I’m looking to spread the word about WP-CLI. One way I’ve decided to do this is to submit a WordCamp talk proposal on the subject.

Of course I can talk about how I’ve benefitted and about my favorite things, but I’d really like to make sure my talk is well-rounded and takes into account real world usage. Basically, I would love to hear from you about your experiences with WP-CLI.

  • Biggest hurdle to overcome?
  • Favorite command?
  • Most irritating aspect?
  • That feature you’re looking forward to using?
  • When did WP-CLI save you hours on a project?
  • Did it teach you something?
  • something else?

Whether there’s something you want to learn or a tip to want to pass on, let me know in the comments!

Getting Started with WP-CLI

By getting started, I mean really just getting started. I’m just going to show you how to get WP-CLI running. I think once you do, you’ll take off on your own.

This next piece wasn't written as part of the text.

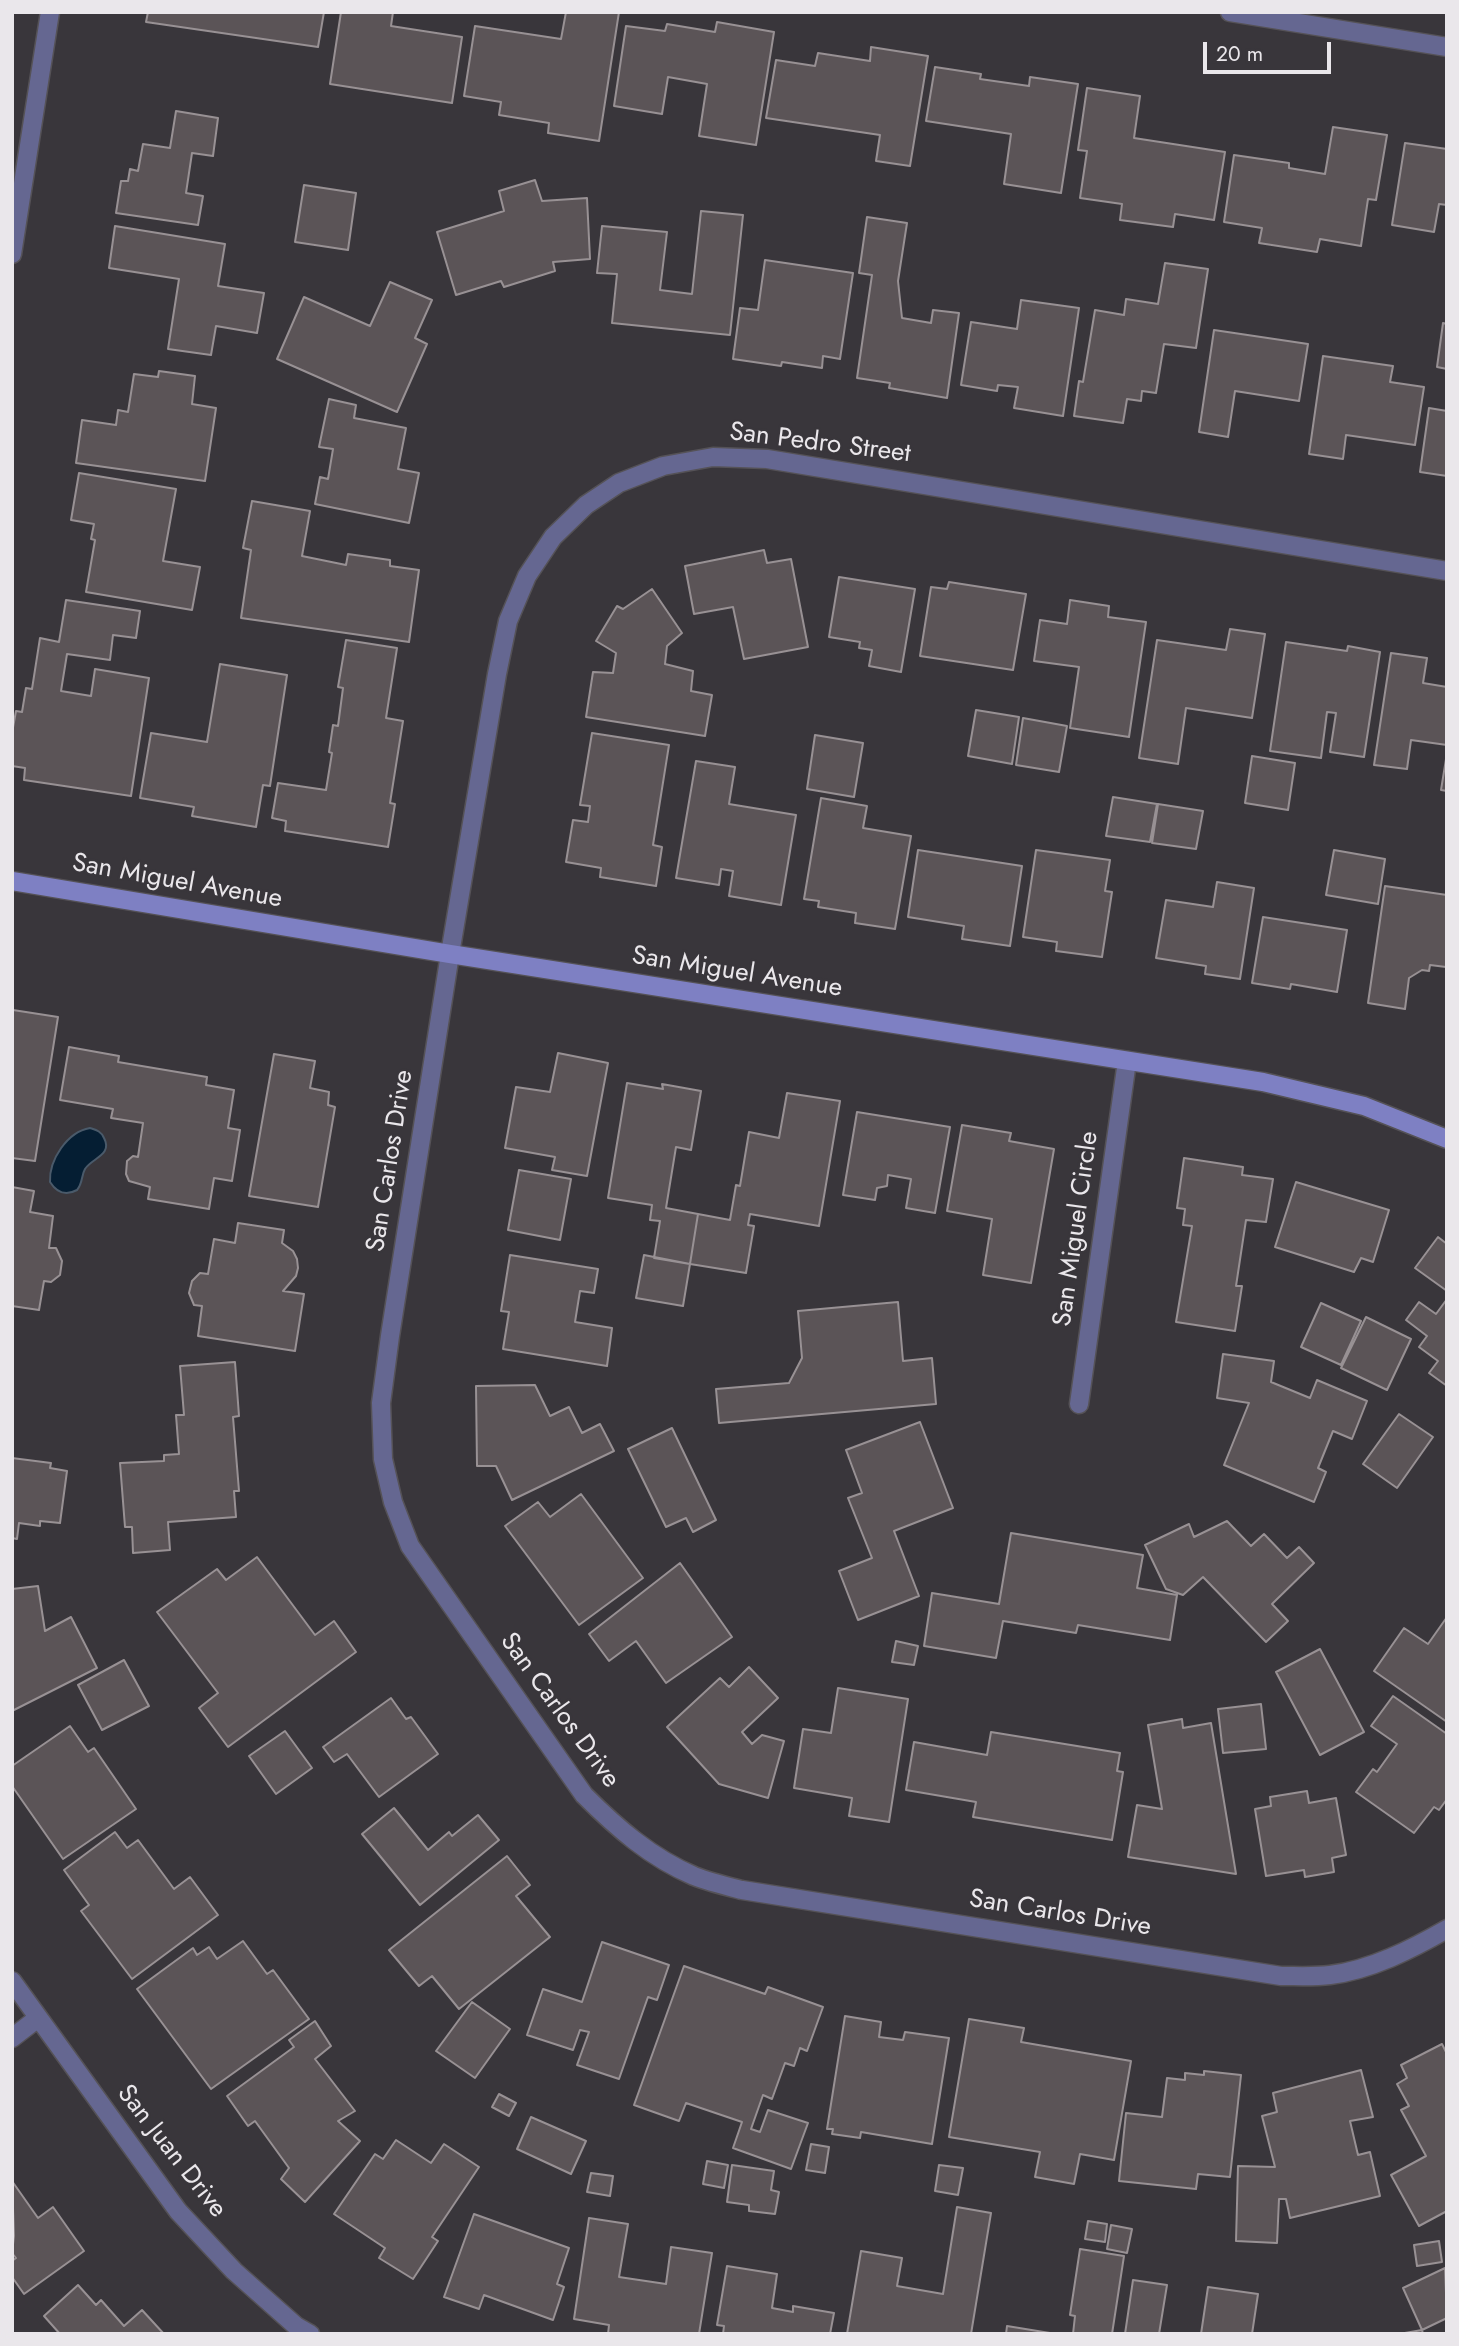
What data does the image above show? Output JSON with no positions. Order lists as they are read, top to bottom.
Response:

If your local development environment is on VVV, then stop reading, you’ve already got WP-CLI installed!

Here’s a summary of what we’re going to do:

  1. Download the application
  2. Make it executable from the command line
  3. Move and rename it
  4. In case of XAMPP (or MAMP), add its binary directory to PATH (need to make sure XAMPP’s php is used, and not your machine’s)

Yes, the instructions for installing WP-CLI can be found on its site, but sometimes I just like to reiterate and expand.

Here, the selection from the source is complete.